There is also https://docs.python.org/3/library/asyncio-task.html#eager-ta... if you want your task to start on creation.


I feel you. I know asyncio is "the future", but I usually just want to write a background task, and really hate all the gymnastics I have to do with the color of my functions.


I feel like "asyncio is the future" was invented by the same people who think it's totally normal to switch to a new javascript web framework every 6 months.


JS had an event loop since the start. It's an old concept that Python seems to have lifted, as did Rust. I used Python for a decade and never really liked the way it did threads.


Python's reactor pattern, or event loop as you call it, started with the "Twisted" framework or library. And that was first published in 2003. That's a full 6 years before Node.js was released which I assume was the first time anything event-loopy started happening in the JS world.

I forgot to mention that it came into prominence in the Python world through the Tornado http server library that did the same thing. Slowly over time, more and more language features were added to give native or first-class-citizen support to what a lot of people were doing behind the scenes (in sometimes very contrived abuses of generator functions).


Yeah, this pattern is old. But JS is the only common language (at least today) that went so all-in with it.


I agree, I find Go's way much easier to reason about. It's all just functions.


Ordinary CPython code releases GIL during blocking I/O. You can do http requests + thread pool in Python.


You don’t? concurrent.futures.ThreadPoolExecutor can get a lot done without touching async code.


I am a big advocate for ThreadPoolExecutor. I'm saying it's superior to asyncio. The person I'm responding to was asking why use threads when you can use asyncio instead.


Ach, I posted before I saw the rest of your thread, apologies.
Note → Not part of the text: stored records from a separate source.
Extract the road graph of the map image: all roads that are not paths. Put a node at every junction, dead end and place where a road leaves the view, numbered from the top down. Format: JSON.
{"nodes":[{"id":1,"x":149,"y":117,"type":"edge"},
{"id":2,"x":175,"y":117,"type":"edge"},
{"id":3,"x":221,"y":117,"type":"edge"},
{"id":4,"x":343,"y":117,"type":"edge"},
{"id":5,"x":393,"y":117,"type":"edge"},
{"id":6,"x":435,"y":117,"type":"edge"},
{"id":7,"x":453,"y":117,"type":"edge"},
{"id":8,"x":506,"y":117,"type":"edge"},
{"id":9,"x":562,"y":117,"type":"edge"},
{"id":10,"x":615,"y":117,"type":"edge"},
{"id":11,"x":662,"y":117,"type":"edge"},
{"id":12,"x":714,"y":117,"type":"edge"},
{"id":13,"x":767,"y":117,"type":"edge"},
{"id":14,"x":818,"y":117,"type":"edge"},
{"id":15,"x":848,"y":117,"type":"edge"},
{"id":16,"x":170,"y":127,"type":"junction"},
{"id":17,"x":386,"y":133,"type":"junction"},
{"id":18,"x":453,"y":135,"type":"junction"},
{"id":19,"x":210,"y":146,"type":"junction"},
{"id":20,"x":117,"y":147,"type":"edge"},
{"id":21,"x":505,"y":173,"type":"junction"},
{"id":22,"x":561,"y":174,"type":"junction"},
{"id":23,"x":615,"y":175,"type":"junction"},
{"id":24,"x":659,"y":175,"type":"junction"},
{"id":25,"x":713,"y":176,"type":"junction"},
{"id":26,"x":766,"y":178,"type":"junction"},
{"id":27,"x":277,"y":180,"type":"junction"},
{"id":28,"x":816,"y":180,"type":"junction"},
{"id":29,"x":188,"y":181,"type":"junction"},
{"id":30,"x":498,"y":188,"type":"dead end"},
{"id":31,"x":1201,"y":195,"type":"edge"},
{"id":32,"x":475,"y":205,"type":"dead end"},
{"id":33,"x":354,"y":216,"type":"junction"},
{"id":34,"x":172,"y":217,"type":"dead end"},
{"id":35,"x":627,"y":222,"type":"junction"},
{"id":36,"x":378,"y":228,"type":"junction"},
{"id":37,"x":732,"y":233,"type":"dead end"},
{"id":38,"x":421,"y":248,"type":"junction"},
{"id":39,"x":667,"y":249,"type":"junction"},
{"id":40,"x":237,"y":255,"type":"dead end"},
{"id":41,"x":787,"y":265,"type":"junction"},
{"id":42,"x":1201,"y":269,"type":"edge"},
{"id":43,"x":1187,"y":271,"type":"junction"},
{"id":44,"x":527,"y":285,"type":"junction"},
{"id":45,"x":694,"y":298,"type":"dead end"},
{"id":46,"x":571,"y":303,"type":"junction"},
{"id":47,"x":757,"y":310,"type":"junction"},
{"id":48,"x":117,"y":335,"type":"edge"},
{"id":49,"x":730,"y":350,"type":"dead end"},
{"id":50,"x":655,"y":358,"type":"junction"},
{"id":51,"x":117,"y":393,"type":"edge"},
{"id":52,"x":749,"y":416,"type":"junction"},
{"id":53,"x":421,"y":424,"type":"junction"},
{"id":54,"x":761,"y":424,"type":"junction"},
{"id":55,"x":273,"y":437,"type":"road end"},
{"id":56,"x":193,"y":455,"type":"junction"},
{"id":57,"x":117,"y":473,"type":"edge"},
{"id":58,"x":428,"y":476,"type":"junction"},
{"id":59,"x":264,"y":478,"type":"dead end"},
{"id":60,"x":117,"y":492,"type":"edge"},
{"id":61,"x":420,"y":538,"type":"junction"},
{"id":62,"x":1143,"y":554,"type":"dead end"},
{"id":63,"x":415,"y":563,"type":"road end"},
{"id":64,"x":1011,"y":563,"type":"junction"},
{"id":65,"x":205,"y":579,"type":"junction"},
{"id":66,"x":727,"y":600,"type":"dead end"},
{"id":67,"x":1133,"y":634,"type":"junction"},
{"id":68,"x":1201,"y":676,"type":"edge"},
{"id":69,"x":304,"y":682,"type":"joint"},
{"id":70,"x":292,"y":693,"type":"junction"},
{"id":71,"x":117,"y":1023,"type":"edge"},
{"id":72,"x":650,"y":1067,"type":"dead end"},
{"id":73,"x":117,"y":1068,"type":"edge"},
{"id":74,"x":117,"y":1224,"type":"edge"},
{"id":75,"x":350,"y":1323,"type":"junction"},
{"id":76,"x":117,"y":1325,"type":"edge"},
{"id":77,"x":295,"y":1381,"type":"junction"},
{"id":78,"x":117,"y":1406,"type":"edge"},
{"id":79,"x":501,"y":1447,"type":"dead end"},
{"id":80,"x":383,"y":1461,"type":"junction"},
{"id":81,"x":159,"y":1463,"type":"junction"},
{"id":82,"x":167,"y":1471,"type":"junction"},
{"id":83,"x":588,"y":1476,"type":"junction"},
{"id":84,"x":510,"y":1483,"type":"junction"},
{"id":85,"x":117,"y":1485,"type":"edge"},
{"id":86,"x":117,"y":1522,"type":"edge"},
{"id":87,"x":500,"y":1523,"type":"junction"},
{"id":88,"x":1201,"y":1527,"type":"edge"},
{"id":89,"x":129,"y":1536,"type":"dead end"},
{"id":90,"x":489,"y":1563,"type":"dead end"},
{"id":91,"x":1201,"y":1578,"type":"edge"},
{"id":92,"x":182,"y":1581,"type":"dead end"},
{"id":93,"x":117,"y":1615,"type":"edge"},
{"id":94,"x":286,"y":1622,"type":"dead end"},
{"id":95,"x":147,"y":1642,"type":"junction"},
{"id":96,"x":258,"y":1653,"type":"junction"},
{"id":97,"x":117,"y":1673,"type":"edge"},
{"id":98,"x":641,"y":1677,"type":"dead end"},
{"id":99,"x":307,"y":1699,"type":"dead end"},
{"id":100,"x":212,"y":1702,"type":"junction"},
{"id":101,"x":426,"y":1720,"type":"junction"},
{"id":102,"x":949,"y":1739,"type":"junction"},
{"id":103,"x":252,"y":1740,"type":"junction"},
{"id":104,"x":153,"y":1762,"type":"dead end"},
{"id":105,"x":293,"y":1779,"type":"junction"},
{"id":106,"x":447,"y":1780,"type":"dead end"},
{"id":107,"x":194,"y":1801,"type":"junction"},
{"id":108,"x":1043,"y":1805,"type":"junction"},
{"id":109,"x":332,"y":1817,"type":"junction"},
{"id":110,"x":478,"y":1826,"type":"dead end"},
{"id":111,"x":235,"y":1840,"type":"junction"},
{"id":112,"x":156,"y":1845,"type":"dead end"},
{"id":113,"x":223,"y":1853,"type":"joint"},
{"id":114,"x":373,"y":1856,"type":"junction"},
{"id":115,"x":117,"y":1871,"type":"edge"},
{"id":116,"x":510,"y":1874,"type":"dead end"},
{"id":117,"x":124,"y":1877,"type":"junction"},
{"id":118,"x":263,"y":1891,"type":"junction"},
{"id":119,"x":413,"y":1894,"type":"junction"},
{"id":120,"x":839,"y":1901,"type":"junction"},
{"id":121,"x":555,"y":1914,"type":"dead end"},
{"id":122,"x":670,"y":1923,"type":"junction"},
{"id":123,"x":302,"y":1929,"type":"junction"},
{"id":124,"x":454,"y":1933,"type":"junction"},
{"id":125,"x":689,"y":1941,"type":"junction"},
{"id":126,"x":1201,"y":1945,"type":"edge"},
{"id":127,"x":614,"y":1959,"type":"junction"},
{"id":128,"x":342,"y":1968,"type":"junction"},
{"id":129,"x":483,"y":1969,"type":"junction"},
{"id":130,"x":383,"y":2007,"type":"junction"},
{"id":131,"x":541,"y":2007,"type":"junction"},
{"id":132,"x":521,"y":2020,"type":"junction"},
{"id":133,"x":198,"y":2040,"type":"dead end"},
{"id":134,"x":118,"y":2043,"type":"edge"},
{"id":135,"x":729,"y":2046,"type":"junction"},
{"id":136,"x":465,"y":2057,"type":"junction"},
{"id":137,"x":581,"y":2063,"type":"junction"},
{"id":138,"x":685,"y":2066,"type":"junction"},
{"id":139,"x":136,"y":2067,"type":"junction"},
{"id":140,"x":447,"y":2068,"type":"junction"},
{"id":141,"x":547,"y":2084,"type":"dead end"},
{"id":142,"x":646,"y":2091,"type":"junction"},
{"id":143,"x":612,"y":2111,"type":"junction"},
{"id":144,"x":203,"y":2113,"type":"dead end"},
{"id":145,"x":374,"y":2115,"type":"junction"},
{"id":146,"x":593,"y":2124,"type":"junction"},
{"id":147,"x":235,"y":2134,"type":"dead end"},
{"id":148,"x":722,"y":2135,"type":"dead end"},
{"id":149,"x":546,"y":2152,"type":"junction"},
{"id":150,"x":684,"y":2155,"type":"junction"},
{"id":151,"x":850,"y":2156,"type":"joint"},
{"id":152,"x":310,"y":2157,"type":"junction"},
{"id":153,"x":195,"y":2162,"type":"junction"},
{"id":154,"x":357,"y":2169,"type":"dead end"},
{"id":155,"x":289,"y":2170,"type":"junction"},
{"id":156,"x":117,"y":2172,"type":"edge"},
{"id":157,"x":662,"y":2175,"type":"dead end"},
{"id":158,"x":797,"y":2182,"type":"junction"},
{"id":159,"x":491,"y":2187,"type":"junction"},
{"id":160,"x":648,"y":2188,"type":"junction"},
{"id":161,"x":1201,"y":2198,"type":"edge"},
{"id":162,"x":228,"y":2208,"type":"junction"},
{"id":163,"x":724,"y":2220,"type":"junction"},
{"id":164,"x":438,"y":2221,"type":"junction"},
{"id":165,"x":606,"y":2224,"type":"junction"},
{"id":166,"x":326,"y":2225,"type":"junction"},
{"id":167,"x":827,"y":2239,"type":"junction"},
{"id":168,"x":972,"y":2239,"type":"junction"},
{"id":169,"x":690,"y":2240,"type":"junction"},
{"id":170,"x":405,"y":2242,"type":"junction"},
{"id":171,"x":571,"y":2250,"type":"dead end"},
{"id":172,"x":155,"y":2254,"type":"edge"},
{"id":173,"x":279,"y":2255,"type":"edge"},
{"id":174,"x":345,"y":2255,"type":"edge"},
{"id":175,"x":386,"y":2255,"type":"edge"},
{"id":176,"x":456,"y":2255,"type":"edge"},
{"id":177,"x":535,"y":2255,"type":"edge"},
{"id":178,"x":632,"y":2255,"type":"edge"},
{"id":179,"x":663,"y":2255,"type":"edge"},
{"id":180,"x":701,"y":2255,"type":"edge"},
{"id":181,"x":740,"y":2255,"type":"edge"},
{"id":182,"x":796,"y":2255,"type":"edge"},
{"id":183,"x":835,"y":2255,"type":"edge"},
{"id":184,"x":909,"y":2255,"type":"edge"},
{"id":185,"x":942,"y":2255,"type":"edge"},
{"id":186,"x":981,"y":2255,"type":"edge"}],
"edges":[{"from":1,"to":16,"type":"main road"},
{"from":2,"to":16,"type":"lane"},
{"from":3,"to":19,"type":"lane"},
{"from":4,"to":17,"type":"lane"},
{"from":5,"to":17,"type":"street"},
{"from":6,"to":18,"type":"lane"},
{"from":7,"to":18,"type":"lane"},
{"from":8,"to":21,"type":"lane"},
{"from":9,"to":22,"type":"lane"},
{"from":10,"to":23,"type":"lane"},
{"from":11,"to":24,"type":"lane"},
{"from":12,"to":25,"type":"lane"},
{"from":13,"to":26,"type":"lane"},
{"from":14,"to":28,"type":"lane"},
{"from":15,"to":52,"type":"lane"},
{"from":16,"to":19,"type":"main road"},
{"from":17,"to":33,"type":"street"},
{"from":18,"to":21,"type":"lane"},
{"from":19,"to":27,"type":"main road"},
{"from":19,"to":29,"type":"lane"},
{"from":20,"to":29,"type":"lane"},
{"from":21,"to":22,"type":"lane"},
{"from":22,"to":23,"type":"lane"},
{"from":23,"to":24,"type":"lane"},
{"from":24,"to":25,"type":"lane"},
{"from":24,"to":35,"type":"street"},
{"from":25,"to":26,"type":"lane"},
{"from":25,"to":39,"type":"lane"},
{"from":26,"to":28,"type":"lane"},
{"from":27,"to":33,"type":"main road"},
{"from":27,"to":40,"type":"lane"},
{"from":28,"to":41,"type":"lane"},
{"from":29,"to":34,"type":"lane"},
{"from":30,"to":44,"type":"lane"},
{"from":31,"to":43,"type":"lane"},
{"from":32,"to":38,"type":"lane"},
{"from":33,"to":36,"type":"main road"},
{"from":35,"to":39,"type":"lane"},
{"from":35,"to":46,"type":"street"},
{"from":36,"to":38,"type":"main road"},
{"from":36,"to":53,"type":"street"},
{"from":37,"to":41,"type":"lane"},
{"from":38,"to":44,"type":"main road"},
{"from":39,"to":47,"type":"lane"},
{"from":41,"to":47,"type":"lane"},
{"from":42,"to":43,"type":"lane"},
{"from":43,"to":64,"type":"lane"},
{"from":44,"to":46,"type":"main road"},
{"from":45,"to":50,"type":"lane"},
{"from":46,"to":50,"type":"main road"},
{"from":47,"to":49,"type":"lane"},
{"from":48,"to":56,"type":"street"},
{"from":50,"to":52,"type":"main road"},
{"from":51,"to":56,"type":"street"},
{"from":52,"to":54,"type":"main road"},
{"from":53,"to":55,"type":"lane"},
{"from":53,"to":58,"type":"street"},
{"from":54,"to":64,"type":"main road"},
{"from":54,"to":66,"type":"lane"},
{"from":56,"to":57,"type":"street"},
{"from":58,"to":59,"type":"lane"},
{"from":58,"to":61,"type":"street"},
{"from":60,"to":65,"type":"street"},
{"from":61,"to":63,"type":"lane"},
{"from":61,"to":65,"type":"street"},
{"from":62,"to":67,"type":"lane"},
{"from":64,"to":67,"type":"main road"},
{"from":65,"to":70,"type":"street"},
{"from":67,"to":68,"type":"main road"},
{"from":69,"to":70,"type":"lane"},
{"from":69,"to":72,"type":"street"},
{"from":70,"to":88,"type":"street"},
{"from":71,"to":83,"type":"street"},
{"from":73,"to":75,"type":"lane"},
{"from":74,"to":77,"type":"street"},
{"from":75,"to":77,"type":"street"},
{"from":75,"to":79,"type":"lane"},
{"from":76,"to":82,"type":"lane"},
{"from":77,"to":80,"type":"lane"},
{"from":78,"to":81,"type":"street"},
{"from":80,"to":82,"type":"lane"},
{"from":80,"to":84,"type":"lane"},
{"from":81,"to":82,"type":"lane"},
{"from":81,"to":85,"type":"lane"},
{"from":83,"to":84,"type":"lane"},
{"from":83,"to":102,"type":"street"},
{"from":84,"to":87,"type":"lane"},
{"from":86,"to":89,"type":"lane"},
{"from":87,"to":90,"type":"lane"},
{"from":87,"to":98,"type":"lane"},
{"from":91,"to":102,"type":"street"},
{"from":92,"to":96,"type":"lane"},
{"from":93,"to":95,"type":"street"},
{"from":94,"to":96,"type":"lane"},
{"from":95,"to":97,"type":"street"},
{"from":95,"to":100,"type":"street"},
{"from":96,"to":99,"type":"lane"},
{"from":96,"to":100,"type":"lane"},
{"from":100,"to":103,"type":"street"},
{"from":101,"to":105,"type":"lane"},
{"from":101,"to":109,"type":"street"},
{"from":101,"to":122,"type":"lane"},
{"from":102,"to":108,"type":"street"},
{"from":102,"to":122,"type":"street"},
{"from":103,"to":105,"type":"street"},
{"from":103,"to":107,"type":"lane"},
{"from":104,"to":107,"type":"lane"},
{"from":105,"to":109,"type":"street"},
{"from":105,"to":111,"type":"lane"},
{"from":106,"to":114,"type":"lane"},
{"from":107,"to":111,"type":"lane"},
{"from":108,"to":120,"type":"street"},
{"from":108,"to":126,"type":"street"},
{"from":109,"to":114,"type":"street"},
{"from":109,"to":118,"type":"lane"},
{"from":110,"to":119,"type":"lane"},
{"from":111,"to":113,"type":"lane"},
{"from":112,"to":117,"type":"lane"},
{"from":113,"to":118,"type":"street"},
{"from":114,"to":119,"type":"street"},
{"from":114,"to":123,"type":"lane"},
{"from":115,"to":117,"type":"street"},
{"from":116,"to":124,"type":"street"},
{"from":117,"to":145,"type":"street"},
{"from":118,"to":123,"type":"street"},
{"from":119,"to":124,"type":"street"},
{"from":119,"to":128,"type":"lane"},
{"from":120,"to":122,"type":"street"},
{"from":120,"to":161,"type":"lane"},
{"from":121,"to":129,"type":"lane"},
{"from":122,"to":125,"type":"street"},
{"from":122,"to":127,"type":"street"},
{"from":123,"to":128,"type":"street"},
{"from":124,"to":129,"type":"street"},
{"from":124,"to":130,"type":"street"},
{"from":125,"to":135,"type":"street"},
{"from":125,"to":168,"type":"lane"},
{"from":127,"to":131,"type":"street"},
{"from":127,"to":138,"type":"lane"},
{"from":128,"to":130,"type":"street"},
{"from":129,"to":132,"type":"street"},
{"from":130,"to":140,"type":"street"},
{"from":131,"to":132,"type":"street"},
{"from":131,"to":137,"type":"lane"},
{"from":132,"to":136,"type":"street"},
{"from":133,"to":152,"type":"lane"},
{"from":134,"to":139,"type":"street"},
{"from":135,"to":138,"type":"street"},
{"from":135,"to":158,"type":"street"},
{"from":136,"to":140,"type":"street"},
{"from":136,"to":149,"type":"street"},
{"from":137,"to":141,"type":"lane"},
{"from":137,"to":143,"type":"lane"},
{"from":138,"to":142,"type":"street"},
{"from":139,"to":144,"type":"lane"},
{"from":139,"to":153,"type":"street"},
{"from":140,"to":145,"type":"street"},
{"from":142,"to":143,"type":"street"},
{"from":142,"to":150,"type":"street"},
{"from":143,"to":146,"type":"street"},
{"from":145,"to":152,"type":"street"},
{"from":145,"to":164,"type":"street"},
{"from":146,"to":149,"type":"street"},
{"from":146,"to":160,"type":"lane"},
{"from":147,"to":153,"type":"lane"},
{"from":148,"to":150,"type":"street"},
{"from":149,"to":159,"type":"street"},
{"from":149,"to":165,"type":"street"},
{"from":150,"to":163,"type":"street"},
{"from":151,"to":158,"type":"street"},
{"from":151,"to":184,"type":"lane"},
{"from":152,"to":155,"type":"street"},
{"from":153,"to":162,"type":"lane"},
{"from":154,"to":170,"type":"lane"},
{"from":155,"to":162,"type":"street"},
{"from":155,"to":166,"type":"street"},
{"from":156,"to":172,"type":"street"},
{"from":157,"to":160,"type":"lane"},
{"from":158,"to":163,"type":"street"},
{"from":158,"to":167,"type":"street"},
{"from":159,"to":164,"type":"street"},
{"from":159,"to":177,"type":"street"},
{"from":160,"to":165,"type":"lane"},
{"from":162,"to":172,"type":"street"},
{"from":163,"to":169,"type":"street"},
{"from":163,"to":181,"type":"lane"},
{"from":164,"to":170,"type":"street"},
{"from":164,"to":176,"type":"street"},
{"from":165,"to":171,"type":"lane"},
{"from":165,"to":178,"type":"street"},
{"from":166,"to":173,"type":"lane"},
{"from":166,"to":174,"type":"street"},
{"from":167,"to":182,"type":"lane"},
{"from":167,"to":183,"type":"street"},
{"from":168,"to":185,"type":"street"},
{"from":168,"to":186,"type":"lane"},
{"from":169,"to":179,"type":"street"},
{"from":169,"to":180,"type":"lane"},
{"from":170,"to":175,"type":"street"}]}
Totally agree, concurrent.futures strikes a great balance. Enough to get work done, a bit more constrained than threads on their own.

Asyncio is a lot of cud to chew if you just want a background task in an otherwise sync application


So, in Rust they had threading since forever and they are now hyped with this new toy called async/await (and all the new problems it brings), while in Python they've had async/await and are now excited to see the possibilities of this new toy called threads (and all its problems). That's funny!


Yes? They have different use cases which they are good at.


Python is more so in the same boat as Rust. Python asyncio was relatively recent.


Well, Python had threads already. This is just a slightly different form of them behind the scenes.


Being hyped for <feature other languages have had for years> is totally on-brand for the Rust community.


That sounds more like Golang (generics)


Yeah I've never liked the async stuff. I've used the existing theading library and it's been fine, for those programs that are blocked on i/o most of the time. The GIL hasn't been a problem. Those programs often ran on single core machines anyway. We would have been better off without the GIL in the first place, but we may be in for headaches by removing it now.